Cépage: Bastardo do Castello

Prix: 17,99$ (+ taxes)

Région: Douro

Non dégusté (rupture de stock)

Julia Cellier, Lot # 70, Italie, 2011

Cépage: 100% Nero d'Avola

Prix: 23,99$ (+ taxes)

Région: Sicile

Service: 16-17° Celsius

Carafer: 30 min.

Couleur rouge rubis, légèrement grenat; nez de cassis et de framboise et d'écorce de clémentine; un peu plus costaud que les précédents; un vin qui ne trahit pas ses origines siciliennes; puissant mais souple; belle définition et persistance en bouche; une certaine minéralité semble se dessiner à l'horizon compensant pour le côté chaleureux; pour les amateurs qui aiment et recherchent les vins plus complexes; un peu plus dispendieux que les précédents cependant.

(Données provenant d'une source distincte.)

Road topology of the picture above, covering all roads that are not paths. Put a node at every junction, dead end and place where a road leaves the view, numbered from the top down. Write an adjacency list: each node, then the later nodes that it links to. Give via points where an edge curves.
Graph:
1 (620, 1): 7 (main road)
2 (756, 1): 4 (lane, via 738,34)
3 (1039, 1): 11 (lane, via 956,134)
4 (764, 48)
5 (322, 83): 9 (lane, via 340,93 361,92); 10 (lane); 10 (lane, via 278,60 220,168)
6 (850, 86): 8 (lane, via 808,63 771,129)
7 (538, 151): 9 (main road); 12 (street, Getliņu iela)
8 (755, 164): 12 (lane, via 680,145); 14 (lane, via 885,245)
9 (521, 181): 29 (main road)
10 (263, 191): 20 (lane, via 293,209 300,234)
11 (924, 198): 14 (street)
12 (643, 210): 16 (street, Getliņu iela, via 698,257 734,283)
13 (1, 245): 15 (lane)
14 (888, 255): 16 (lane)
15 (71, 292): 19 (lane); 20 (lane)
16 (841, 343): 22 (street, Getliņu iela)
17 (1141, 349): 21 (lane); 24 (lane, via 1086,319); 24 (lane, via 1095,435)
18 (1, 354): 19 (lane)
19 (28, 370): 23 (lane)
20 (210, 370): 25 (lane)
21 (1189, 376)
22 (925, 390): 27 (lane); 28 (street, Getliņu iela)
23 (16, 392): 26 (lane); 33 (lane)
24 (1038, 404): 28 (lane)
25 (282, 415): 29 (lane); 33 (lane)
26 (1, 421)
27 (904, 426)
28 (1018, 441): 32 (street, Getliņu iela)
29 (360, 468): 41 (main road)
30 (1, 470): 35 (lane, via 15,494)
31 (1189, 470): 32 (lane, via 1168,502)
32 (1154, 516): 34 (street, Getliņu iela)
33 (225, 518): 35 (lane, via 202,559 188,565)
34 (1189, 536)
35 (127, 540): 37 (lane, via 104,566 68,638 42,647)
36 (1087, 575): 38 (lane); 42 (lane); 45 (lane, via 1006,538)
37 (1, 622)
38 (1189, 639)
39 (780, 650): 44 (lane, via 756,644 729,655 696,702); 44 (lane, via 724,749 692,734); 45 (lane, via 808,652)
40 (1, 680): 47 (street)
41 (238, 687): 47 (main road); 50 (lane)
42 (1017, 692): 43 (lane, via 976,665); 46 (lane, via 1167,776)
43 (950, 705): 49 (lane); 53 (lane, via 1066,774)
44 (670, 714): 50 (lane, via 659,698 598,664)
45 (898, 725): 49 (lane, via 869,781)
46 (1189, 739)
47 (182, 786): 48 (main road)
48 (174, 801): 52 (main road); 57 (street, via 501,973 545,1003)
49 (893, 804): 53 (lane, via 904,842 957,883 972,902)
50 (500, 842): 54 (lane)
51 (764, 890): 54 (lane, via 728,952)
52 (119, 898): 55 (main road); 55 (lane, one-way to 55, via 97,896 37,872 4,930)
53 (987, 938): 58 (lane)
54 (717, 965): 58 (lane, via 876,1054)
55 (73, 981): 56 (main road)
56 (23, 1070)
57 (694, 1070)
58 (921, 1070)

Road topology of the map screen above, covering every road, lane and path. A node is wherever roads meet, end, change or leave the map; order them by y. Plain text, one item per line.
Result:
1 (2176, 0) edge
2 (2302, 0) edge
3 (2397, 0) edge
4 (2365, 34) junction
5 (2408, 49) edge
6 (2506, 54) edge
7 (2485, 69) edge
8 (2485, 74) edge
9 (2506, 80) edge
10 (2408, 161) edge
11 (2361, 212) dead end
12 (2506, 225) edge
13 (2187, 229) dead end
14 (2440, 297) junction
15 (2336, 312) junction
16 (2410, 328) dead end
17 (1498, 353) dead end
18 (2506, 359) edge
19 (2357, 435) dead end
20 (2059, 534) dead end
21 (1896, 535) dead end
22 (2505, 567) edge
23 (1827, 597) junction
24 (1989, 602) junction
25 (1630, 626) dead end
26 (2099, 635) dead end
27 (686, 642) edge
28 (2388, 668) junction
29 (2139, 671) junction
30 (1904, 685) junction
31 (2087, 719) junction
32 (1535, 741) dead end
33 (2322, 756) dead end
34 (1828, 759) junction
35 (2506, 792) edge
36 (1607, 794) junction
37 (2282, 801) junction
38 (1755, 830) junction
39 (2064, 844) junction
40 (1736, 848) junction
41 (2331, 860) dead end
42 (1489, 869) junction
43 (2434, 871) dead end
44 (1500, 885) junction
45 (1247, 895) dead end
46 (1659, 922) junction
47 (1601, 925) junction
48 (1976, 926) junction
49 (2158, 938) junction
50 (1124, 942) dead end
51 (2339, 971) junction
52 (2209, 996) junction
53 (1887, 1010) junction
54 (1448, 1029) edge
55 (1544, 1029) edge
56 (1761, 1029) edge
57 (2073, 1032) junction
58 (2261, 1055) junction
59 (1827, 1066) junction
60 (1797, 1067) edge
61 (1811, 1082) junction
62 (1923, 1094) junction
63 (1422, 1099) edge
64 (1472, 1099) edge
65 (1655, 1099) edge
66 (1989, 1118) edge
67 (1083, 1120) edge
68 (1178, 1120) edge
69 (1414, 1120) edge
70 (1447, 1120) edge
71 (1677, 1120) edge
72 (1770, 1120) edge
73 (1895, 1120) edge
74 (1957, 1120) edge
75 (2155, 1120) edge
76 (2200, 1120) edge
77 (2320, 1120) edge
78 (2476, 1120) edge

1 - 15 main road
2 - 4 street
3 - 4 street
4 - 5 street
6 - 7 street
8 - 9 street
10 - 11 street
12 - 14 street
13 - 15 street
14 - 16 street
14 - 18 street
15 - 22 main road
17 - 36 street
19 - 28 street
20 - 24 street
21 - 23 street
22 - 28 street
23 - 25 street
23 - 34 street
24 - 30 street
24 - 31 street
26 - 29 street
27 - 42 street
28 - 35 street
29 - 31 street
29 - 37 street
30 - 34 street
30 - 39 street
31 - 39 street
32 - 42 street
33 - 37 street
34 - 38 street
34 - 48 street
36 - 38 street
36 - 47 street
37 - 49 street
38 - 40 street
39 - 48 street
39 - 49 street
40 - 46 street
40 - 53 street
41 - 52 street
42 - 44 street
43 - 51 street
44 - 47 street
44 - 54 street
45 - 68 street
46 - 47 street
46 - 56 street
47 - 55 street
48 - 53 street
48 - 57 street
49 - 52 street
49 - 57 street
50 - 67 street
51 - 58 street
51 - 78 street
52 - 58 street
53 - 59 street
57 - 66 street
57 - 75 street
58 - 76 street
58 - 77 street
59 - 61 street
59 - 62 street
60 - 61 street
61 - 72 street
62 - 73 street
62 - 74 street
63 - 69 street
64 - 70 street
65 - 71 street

Julia Cellier, Lot # 71, États-Unis, 2012

Cépages: 85% Merlot, 5% Cab. Franc, 5% Cab. Sauvignon et 5% Petit Verdot

Prix: 69,99$ (+taxes)

Région: Californie

Zone: Lake County

Service: 16-17° Celsius

Carafer: 4 à 6 heures.

Robe rouge rubis assez foncé; nez principalement épicé (poivre noir) d'où émergent par le suite le fruit (mûre, cassis) avec une touche empyreumatique; moyennement corsé, ce vin glisse facilement en bouche grâce à la texture souple de ses tanins, laquelle devient légèrement grasse par la suite; finale moyennement longue; encore jeune, ce vin nécessite une longue aération.

Je ne crois pas que les dirigeants de Julia Wine s'attendent à vendre des caisses et des caisses de ce dernier vin. Il risque d'ébranler quelque peu la clientèle habituelle des dépanneurs; les consommateurs le feront-ils respirer au moins quatre heures en carafe avant de le boire? Pour ma part, j'aurais souhaité un peu plus de longueur et de complexité. Mais le but premier de sa présence semble surtout pour renforcer l'image de qualité des autres produits de la gamme. D'un point de vue marketing, ce n'est pas bête.

En résumé, ces vins sont, règle générale, très bons. Les lots #66, 67 et 68 représentent selon moi les meilleurs rapports qualité/prix. Le lot #70 est lui aussi bon et vendu à juste prix. Le lot #71, bien que correct, a sans doute pour but premier de frapper l'imaginaire des gens, objectif qui a très bien atteint sa cible lors de l'introduction de ces produits au début du présent mois car il a fait beaucoup parler de lui. Il mérite tout de même d'être essayé si vous êtes curieux.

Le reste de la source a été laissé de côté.